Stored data
========
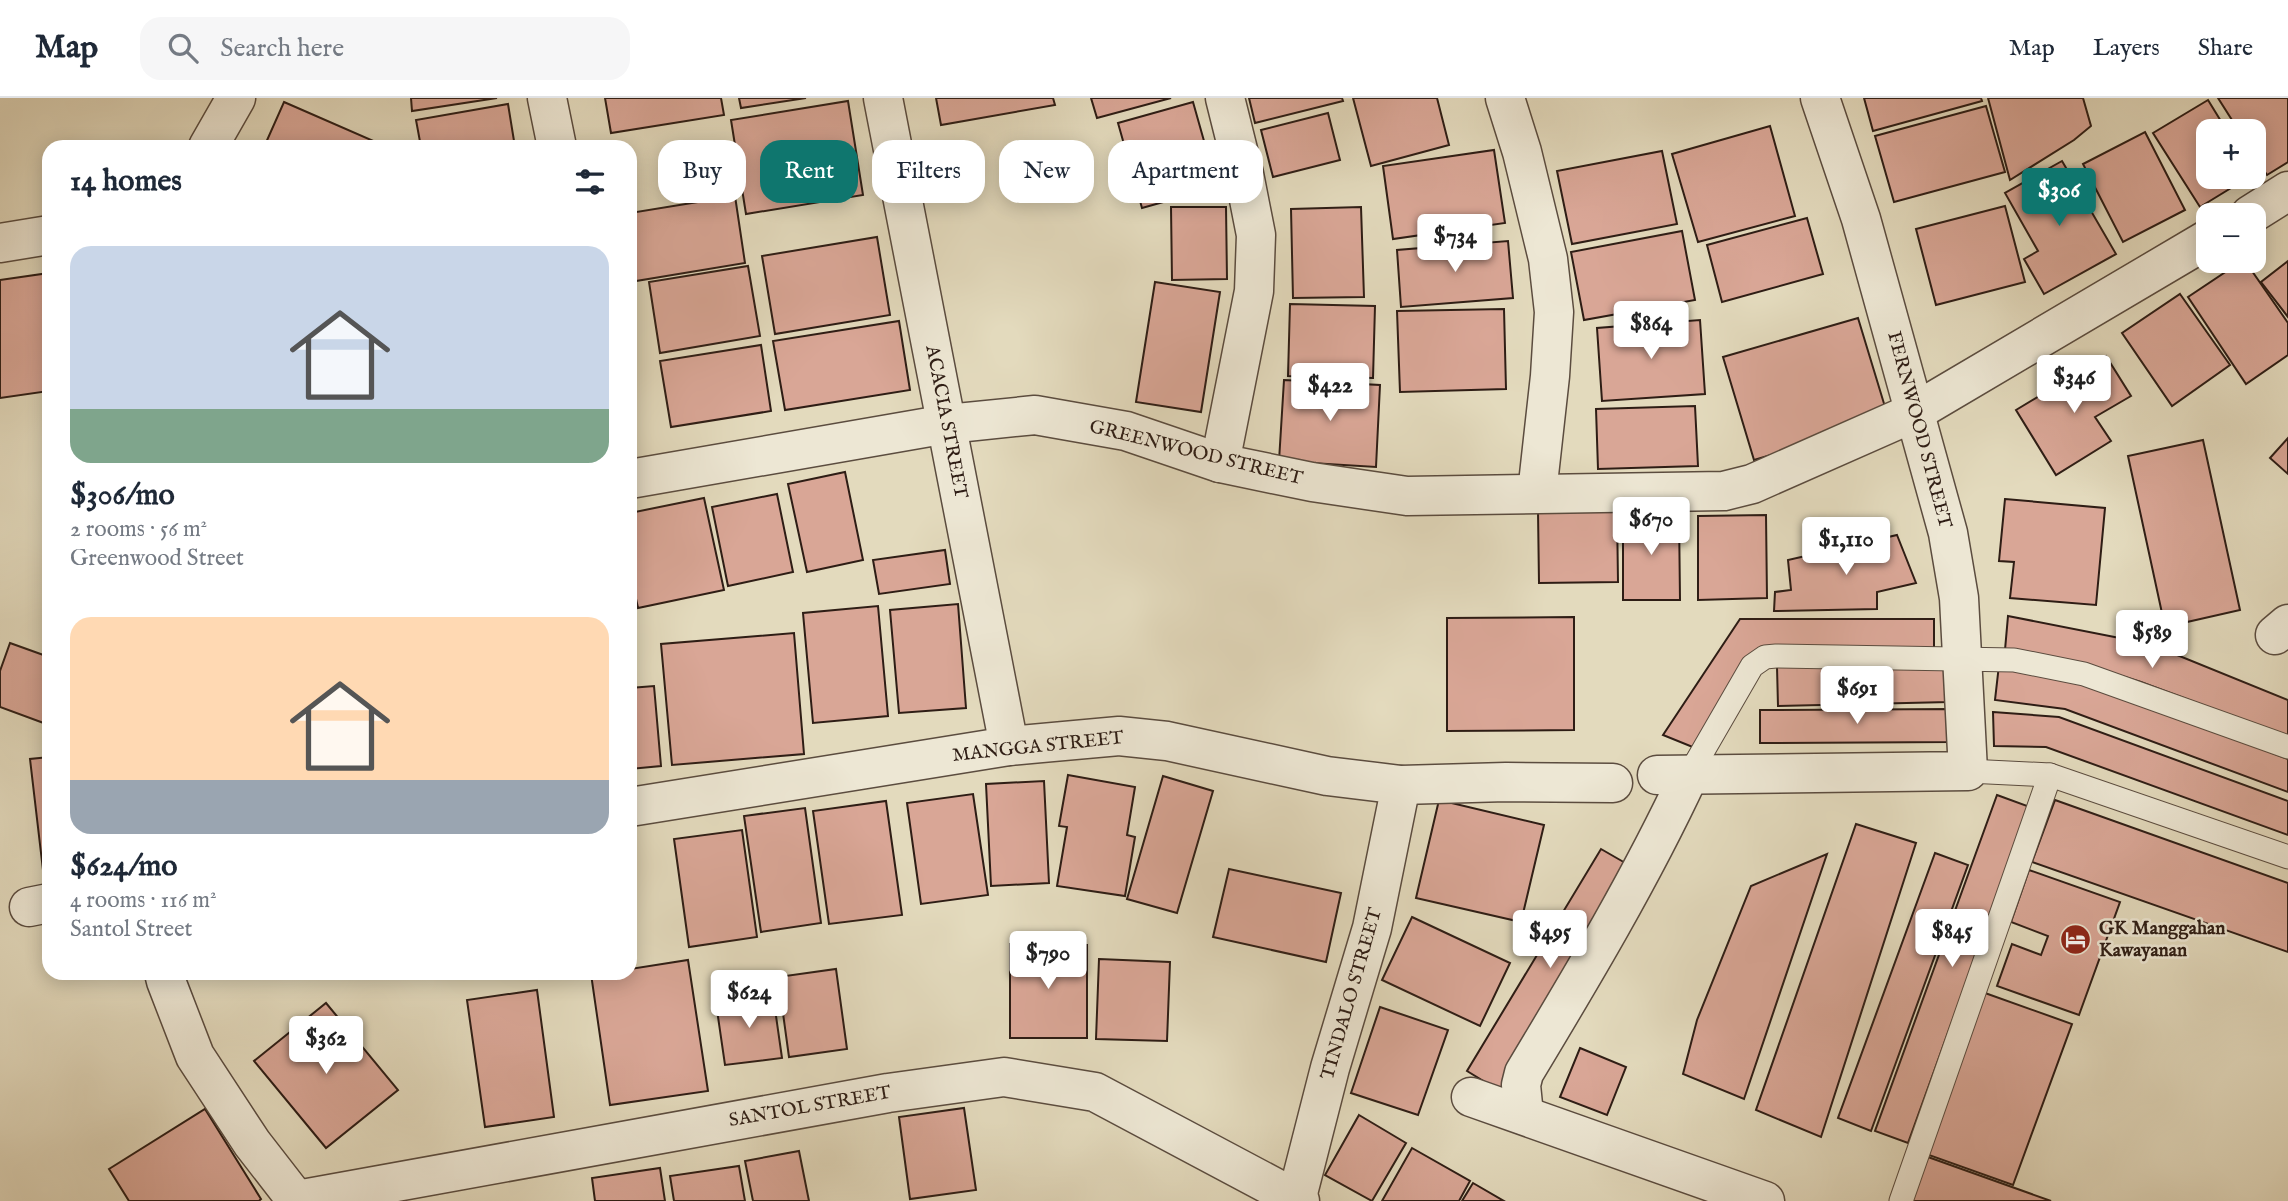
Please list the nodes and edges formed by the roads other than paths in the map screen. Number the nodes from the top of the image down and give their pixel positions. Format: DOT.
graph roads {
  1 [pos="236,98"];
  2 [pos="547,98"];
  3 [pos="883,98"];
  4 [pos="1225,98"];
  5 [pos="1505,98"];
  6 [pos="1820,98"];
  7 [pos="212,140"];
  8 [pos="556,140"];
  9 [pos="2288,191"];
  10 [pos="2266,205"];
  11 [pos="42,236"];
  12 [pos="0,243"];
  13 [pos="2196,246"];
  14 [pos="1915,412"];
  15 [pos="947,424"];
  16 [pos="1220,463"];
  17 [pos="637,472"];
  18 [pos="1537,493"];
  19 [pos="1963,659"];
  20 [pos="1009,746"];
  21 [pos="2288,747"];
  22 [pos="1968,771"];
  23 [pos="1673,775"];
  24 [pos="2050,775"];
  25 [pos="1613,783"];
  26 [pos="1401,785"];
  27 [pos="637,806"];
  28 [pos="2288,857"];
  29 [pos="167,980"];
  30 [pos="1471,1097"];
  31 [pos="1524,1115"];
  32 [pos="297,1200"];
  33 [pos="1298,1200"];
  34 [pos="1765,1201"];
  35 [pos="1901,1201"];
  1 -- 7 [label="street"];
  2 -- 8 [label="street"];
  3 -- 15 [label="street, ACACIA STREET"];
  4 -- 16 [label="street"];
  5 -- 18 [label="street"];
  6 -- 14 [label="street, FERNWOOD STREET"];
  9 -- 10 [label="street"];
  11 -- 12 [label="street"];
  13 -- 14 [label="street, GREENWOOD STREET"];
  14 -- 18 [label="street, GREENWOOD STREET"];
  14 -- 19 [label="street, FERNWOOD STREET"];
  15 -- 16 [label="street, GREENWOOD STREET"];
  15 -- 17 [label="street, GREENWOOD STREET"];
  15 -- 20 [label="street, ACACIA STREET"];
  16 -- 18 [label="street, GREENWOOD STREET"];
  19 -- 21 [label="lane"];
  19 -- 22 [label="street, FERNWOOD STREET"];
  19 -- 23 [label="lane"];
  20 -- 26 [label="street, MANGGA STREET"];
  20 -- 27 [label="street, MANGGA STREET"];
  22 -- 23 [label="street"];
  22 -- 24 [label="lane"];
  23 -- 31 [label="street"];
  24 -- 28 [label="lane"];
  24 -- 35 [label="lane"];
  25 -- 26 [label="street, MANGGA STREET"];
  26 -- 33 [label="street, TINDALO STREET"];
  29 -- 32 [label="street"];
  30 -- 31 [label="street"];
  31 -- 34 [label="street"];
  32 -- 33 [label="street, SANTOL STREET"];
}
========
*Assigned task:*
Exactly as written, restate all of the data, leaving out the images.

*Response to the exercise:*
Please list the nodes and edges formed by the roads other than paths in the map screen. Number the nodes from the top of the image down and give their pixel positions. Format: DOT.
graph roads {
  1 [pos="236,98"];
  2 [pos="547,98"];
  3 [pos="883,98"];
  4 [pos="1225,98"];
  5 [pos="1505,98"];
  6 [pos="1820,98"];
  7 [pos="212,140"];
  8 [pos="556,140"];
  9 [pos="2288,191"];
  10 [pos="2266,205"];
  11 [pos="42,236"];
  12 [pos="0,243"];
  13 [pos="2196,246"];
  14 [pos="1915,412"];
  15 [pos="947,424"];
  16 [pos="1220,463"];
  17 [pos="637,472"];
  18 [pos="1537,493"];
  19 [pos="1963,659"];
  20 [pos="1009,746"];
  21 [pos="2288,747"];
  22 [pos="1968,771"];
  23 [pos="1673,775"];
  24 [pos="2050,775"];
  25 [pos="1613,783"];
  26 [pos="1401,785"];
  27 [pos="637,806"];
  28 [pos="2288,857"];
  29 [pos="167,980"];
  30 [pos="1471,1097"];
  31 [pos="1524,1115"];
  32 [pos="297,1200"];
  33 [pos="1298,1200"];
  34 [pos="1765,1201"];
  35 [pos="1901,1201"];
  1 -- 7 [label="street"];
  2 -- 8 [label="street"];
  3 -- 15 [label="street, ACACIA STREET"];
  4 -- 16 [label="street"];
  5 -- 18 [label="street"];
  6 -- 14 [label="street, FERNWOOD STREET"];
  9 -- 10 [label="street"];
  11 -- 12 [label="street"];
  13 -- 14 [label="street, GREENWOOD STREET"];
  14 -- 18 [label="street, GREENWOOD STREET"];
  14 -- 19 [label="street, FERNWOOD STREET"];
  15 -- 16 [label="street, GREENWOOD STREET"];
  15 -- 17 [label="street, GREENWOOD STREET"];
  15 -- 20 [label="street, ACACIA STREET"];
  16 -- 18 [label="street, GREENWOOD STREET"];
  19 -- 21 [label="lane"];
  19 -- 22 [label="street, FERNWOOD STREET"];
  19 -- 23 [label="lane"];
  20 -- 26 [label="street, MANGGA STREET"];
  20 -- 27 [label="street, MANGGA STREET"];
  22 -- 23 [label="street"];
  22 -- 24 [label="lane"];
  23 -- 31 [label="street"];
  24 -- 28 [label="lane"];
  24 -- 35 [label="lane"];
  25 -- 26 [label="street, MANGGA STREET"];
  26 -- 33 [label="street, TINDALO STREET"];
  29 -- 32 [label="street"];
  30 -- 31 [label="street"];
  31 -- 34 [label="street"];
  32 -- 33 [label="street, SANTOL STREET"];
}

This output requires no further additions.